Pas loin de trente années auront été nécessaires pour une lecture de l’oeuvre d’Imre Kertész. Une attente somme toute bien -et justement- recommencée puisque l’auteur d’Etre sans destin, son premier livre écrit en 1975, vient de tout recevoir d’un seul coup : le prix Hans Sahl en 2000 (l’équivalent allemand de notre prix Paul Morand) et, bien sûr, le Nobel qui couronne pour la première fois un auteur hongrois.

Etre sans destin est le récit d’une année, de 1944 à 1945, vécue par un adolescent juif dont le père vient de partir pour le service du travail obligatoire et qui, à son tour, un matin, sera descendu d’un bus pour être déporté à Auschwitz. Il s’agit ici d’un récit donc, et rien d’autre que cela : pas de roman, pas de témoignage, encore moins de l’autofiction, pas de conscience historique, mais un récit, rien qu’un récit. Ou plutôt, le voyage d’un lecteur dans la conscience d’un jeune homme de 16 ans assistant comme tout le monde à la rencontre de deux histoires : la sienne et celle qui l’a entraîné ici. De Auschwitz, où le narrateur essaie candidement de comprendre parmi les milliers de prisonniers ce qui est en train d’avoir lieu, à Buchenwald où il sera par chance transféré, l’humanité est dépliée comme une immense nappe tout à la fois complexe et simple : le travail harassant, les rations alimentaires inexistantes et auxquelles on se rattache obsessionnellement, et, bien sûr, le Temps. Le Temps, le corps : ce sont les deux expériences en fusion d’Etre sans destin avec, en leur sommet, la conscience. Le jeune prisonnier dépérit, s’effondre physiquement, manque de voir le squelette qu’il est devenu sombrer vers la mort au milieu d’une dizaine d’autres, et doit son salut à un battement fragile de paupières. Son corps est transporté sur les épaules d’une présence robuste, jeté sur une paillasse, abandonné, repris en main, opéré, jeté sur d’autres paillasses, et ainsi de suite. Le narrateur atteint ce point de non retour de l’humanité, sa transformation à l’état de marchandise en quelque sorte. Dans les camps, le pire des maux doit être l’habitude, une forme d’animalité réduite à son plus total état de soumission. Son destin aura tout fait pour lutter contre cela.

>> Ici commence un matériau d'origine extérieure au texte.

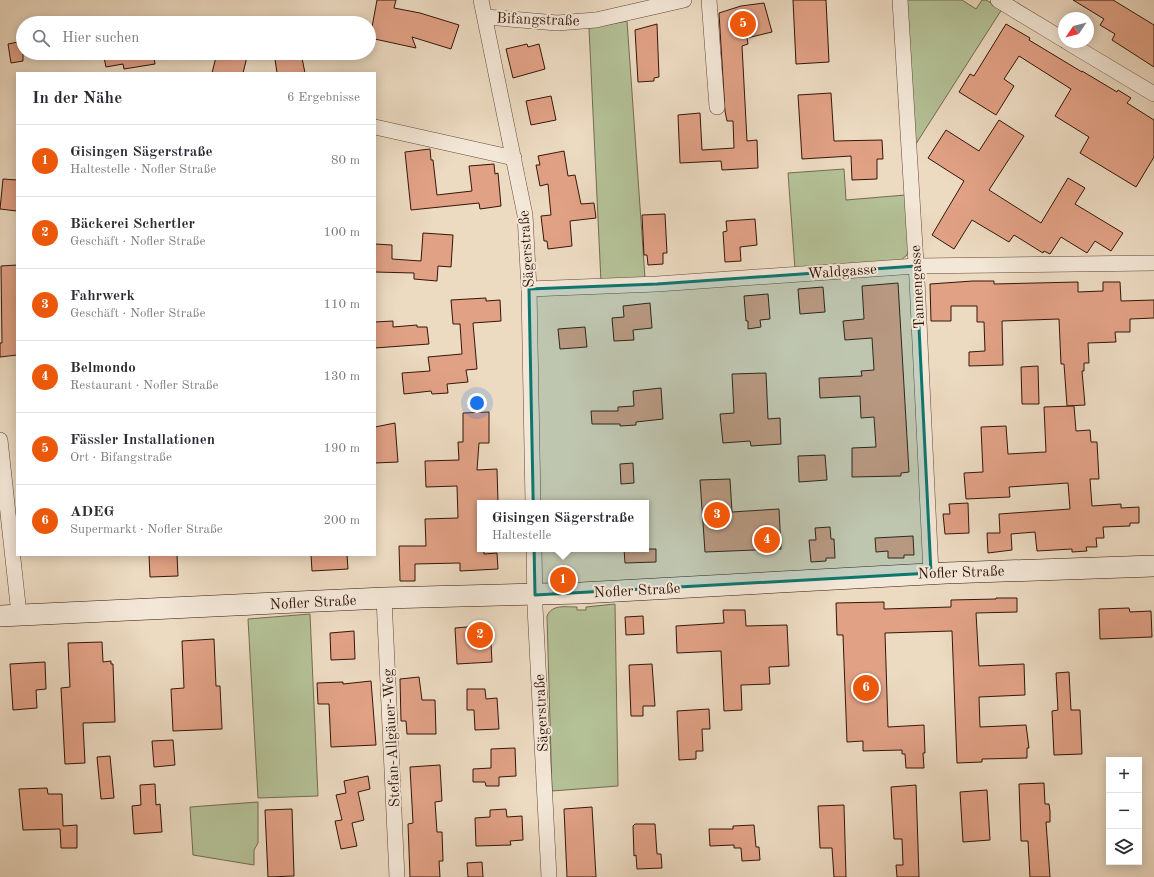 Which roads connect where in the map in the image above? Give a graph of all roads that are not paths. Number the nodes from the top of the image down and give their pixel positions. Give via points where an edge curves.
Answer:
1 (482, 0) edge
2 (684, 0) edge
3 (709, 0) edge
4 (900, 0) edge
5 (998, 0) edge
6 (486, 17) junction
7 (1058, 36) edge
8 (1077, 48) edge
9 (1154, 94) edge
10 (717, 107) dead end
11 (376, 127) edge
12 (514, 158) junction
13 (1154, 263) edge
14 (916, 266) junction
15 (529, 289) junction
16 (0, 440) edge
17 (533, 500) edge
18 (534, 552) edge
19 (1154, 566) edge
20 (931, 573) junction
21 (535, 595) junction
22 (384, 598) junction
23 (9, 615) edge
24 (397, 877) edge
25 (549, 877) edge

1 - 6 street, Sägerstraße
2 - 6 street, Bifangstraße via 596,20 557,22
3 - 10 street
4 - 14 street, Tannengasse
5 - 7 street
6 - 12 street, Sägerstraße
8 - 9 street
11 - 12 street
12 - 15 street, Sägerstraße via 525,215
13 - 14 street, Waldgasse
14 - 15 street, Waldgasse via 657,284
14 - 20 street, Tannengasse
15 - 17 street, Sägerstraße
16 - 23 street
18 - 21 street, Sägerstraße
19 - 20 main road, Nofler Straße
20 - 21 main road, Nofler Straße
21 - 22 main road, Nofler Straße
21 - 25 street, Sägerstraße
22 - 23 main road, Nofler Straße
22 - 24 street, Stefan-Allgäuer-Weg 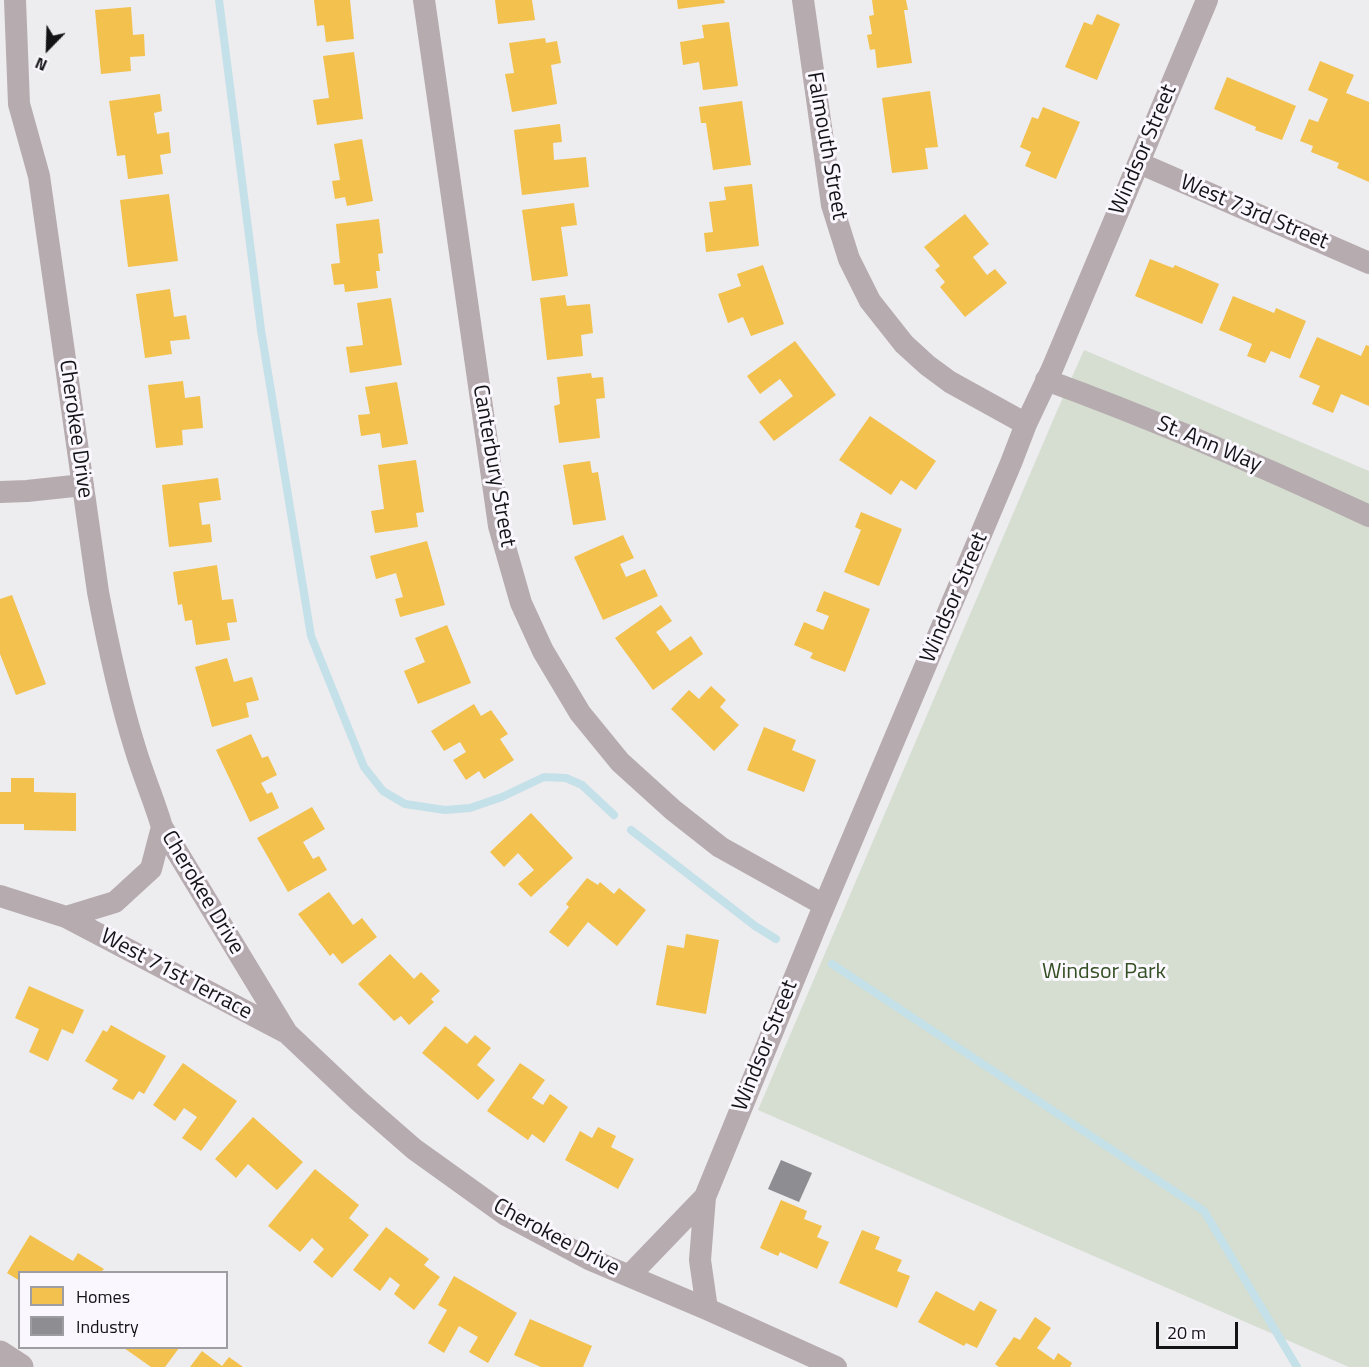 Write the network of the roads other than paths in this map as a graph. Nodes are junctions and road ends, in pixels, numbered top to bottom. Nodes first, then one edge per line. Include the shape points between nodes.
1 (15, 0) edge
2 (424, 0) edge
3 (803, 0) edge
4 (1207, 0) edge
5 (10, 103) edge
6 (1139, 163) junction
7 (1369, 263) edge
8 (1046, 380) junction
9 (1026, 424) junction
10 (83, 484) junction
11 (0, 492) edge
12 (1369, 516) edge
13 (162, 826) junction
14 (0, 896) edge
15 (824, 905) junction
16 (66, 917) junction
17 (287, 1033) junction
18 (705, 1197) junction
19 (629, 1276) junction
20 (707, 1309) junction
21 (0, 1354) edge
22 (20, 1367) edge
23 (836, 1367) edge

1 - 5 street, Cherokee Drive
2 - 15 street, Canterbury Street via 499,526 521,603 543,651 580,713 620,762 720,847
3 - 9 street, Falmouth Street via 832,205 849,259 870,301 904,344 927,365
4 - 6 street, Windsor Street
5 - 10 street, Cherokee Drive via 39,176
6 - 7 street, West 73rd Street
6 - 8 street, Windsor Street
8 - 9 street, Windsor Street
8 - 12 street, St. Ann Way via 1198,440
9 - 15 street, Windsor Street
10 - 11 street
10 - 13 street, Cherokee Drive via 108,644 135,749
13 - 16 street, West 71st Terrace via 151,869 115,902
13 - 17 street, Cherokee Drive
14 - 16 street, West 71st Terrace
15 - 18 street, Windsor Street
16 - 17 street, West 71st Terrace
17 - 19 street, Cherokee Drive via 414,1149 497,1208 589,1259
18 - 19 street, Windsor Street
18 - 20 street, Windsor Street via 700,1260
19 - 20 street, Cherokee Drive
20 - 23 street, Cherokee Drive
21 - 22 street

A la libération, le narrateur va comprendre qu’il y aura désormais quelque chose de définitivement brisé : en lui d’une part ; dans le discours de ceux qui n’auront pas « expérimenté » ce type de non destin-là, de l’autre. « Pas à pas », il a vécu sa vie d’avant les camps, puis à l’intérieur de ceux-ci, « avec honnêteté » ; avec, aussi, cette conscience que « nous sommes nous-mêmes le destin ». En prenant congé de ceux qu’il a retrouvé à Budapest, le jeune Kertész aura cette pensée bouleversante de clarté, que nous n’avons pas les moyens d’entendre pleinement, que seul le Livre est capable de nous faire saisir :  » je vais continuer de vivre ma vie invivable ».